Advice from a self-taught programmer

Hugo Johnsson
5 min readApr 12, 2021

This post is meant to help newcomers to the field of software development and I believe that I’m now in the position to provide som insight regarding this topic. It’s been about 3 years since I started learning software development on my own and I still have a long way to go, but I have successfully taken me through the initial hurdles of learning this field. I will discuss these hurdles in this post and provide compassion as well as tips for how to get over them.

The initial phase and feeling overwhelmed

First things first, the initial phase of learning software development is hard. When you first start out there is seemingly an infinite things to learn and figuring out what to learn first is super difficult. And when you manage to pick something to learn, a bunch of other things is thrown at you that you are somehow expected to already know.

Say for example that you decide to learn javascript because you have heard it’s the language of the web. You sit down to watch a tutorial and you get bombarded with words like bundler, webpack, node. You then google node and learn that it’a runtime, well what’s a freakin’ runtime?! You feel overwhelmed and even dumb, you start to wonder why you even thought you could learn programming in the first place.

This is especially true for those who choose the self-taught route, in school you have a clear curriculum and for the most part I would imagine you stick to that plan as you don’t have much time to explore different topics because of homework etc. Obviously this means there is a smaller chance of you getting overwhelmed because you simply do what your teacher tells you to do as well as getting guidence for what you don’t need to focus on in a particular moment.

My tips

This is how I felt when I first started, and to some extent still feel when trying to learn a new technology. But what I have learnt is that you don’t need to understand everything from the start, it will come to you naturally later. I know this wisdom probably doesn’t help much when you first start, it’s still super overwhelming and I would consider it an artform itself learning to navigate this field.
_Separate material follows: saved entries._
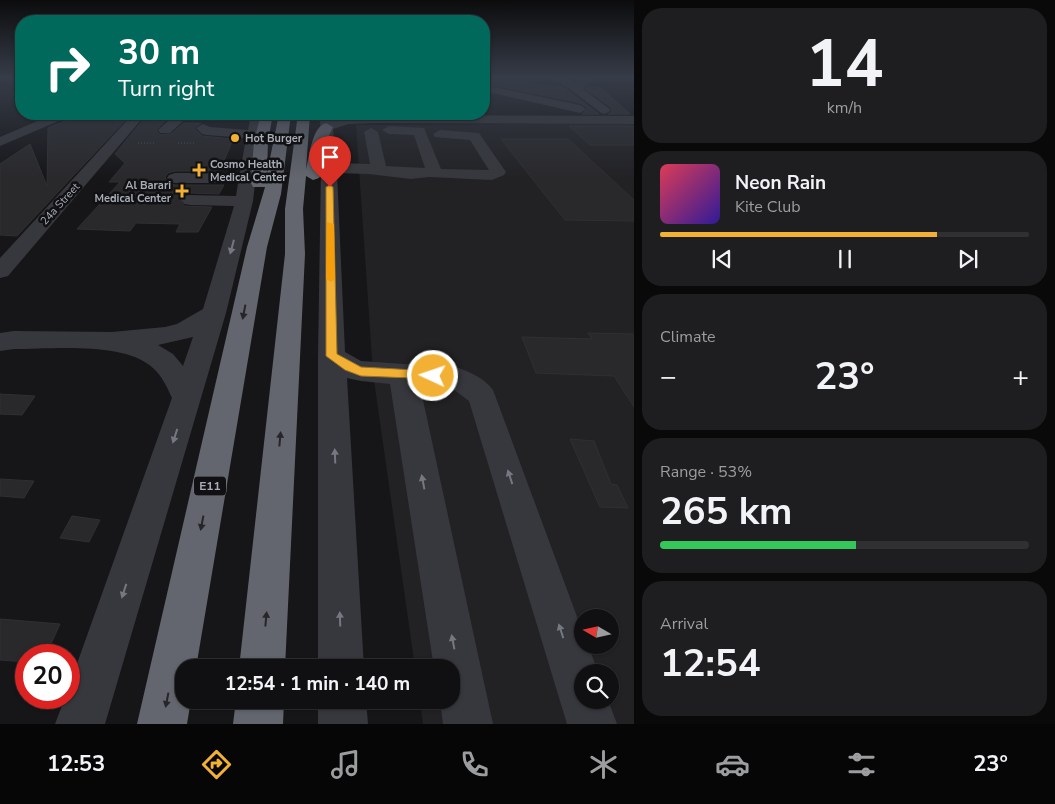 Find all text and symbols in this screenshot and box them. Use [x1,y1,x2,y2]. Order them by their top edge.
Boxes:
text: 14 [805,20,884,109]
text: 30 m [118,29,200,76]
icon: right [35,35,100,100]
text: Turn right [118,74,214,104]
text: km/h [827,97,862,119]
place label: Hot Burger [245,131,303,146]
marker: Hot Burger [229,132,241,144]
pin [309,136,351,187]
icon: arrive [316,143,344,171]
place label: Cosmo Health Medical Center [210,157,287,185]
marker: Cosmo Health Medical Center [192,163,206,177]
text: Neon Rain [735,170,826,196]
place label: Al Barari Medical Center [95,178,172,206]
street label: 24a Street [37,180,83,228]
marker: Al Barari Medical Center [175,184,189,198]
text: Kite Club [735,196,801,218]
one-way arrow [227,240,235,255]
icon: previous [708,245,736,273]
icon: pause [831,245,859,273]
icon: next [954,245,982,273]
one-way arrow [240,305,248,320]
text: Climate [660,326,715,348]
position arrow [406,349,458,401]
text: 23° [814,351,875,402]
text: − [660,358,677,396]
text: + [1012,358,1029,396]
one-way arrow [170,429,178,444]
one-way arrow [276,431,284,447]
one-way arrow [330,448,338,464]
text: Range · 53% [660,461,752,483]
one-way arrow [506,469,514,484]
one-way arrow [419,473,427,489]
road number: E11 [194,476,226,496]
text: 265 km [660,486,792,537]
one-way arrow [198,516,206,531]
one-way arrow [120,584,128,599]
north arrow [574,609,619,654]
map controls [574,609,619,709]
one-way arrow [262,611,270,627]
one-way arrow [335,611,343,627]
text: Arrival [660,613,708,635]
one-way arrow [557,624,565,639]
one-way arrow [448,633,456,649]
text: 12:54 [660,638,761,689]
speed limit sign: 20 [15,644,80,709]
button: search [574,664,619,709]
text: 12:54 · 1 min · 140 m [225,671,410,697]
one-way arrow [163,692,171,707]
icon: directions [199,747,234,782]
icon: music [328,747,363,782]
icon: phone [457,747,492,782]
icon: climate [586,747,621,782]
icon: car [715,747,750,782]
icon: filters [844,747,879,782]
text: 12:53 [47,749,105,779]
text: 23° [973,749,1008,779]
My learning curve started to really pick up speed when I began focusing on building fun and interesting projects and viewing programming as a tool to make these idéas an reality. It was by doing this things finally started to make sense for me.

I had heard the word API everywhere and I could not wrap my head around what it really was for quite some time. It was in the middle of a project me and a friend was developing which required a mobile app to communicate with the web application we where building. We googled how others had solved this problem and the answer was to implement endpoints on the server which the mobile app could make requests to for data. This is what people call an API, or more precisely an “HTTP API”. …well, what is HTTP?!

Come up with fun idéas and begin to see technology as a tool to make them a reality and you will progress much faster!

Buzzwords and jargon

Software development has a lot of buzzwords and in a lot of cases it seems like you are expected to know these whenever you are reading blog posts etc. Don’t be discouraged. With experience you will start to see through the jargon and my strategy is honestly to not immediately try to understand the buzzwords I can’t directly wrap my head around, I know it will come to me later. The reason this strategy works is because over time you see words being used in different context and your understanding builds from that diversity.

My tips

Be curious and look up words all you want and do research, but do not get discouraged if you can’t wrap you head around it immediately.

You don’t need to know everything

You don’t need to know everything. As time goes by and you accumulate experience, you will start to see patterns in how things are done and how different things are connected. Every experienced software developer will tell you that it’s impossible to know every piece technology in detail. What makes a good developer is the ability to quickly pick up new technologies and methodologies and you get better at this over time.

My tips

Trust the process.

Computer Science

The whole world of software is built from layers of abstractions.

  1. At the bottom we have the hardware (cpu, ram, etc.),
  2. One layer above we have machine language (0 and 1's) which the hardware can understand.
  3. Above machine language, we have assembly languages where you basically write machine language instructions in a human readable form.
  4. Then we have languages like C, which makes it even easier to write programs the computer can understand.
  5. On top of languages like C, even higher level languages like Python and PHP is implemented. All of these higher level languages has it’s own advantages and thus their own use cases.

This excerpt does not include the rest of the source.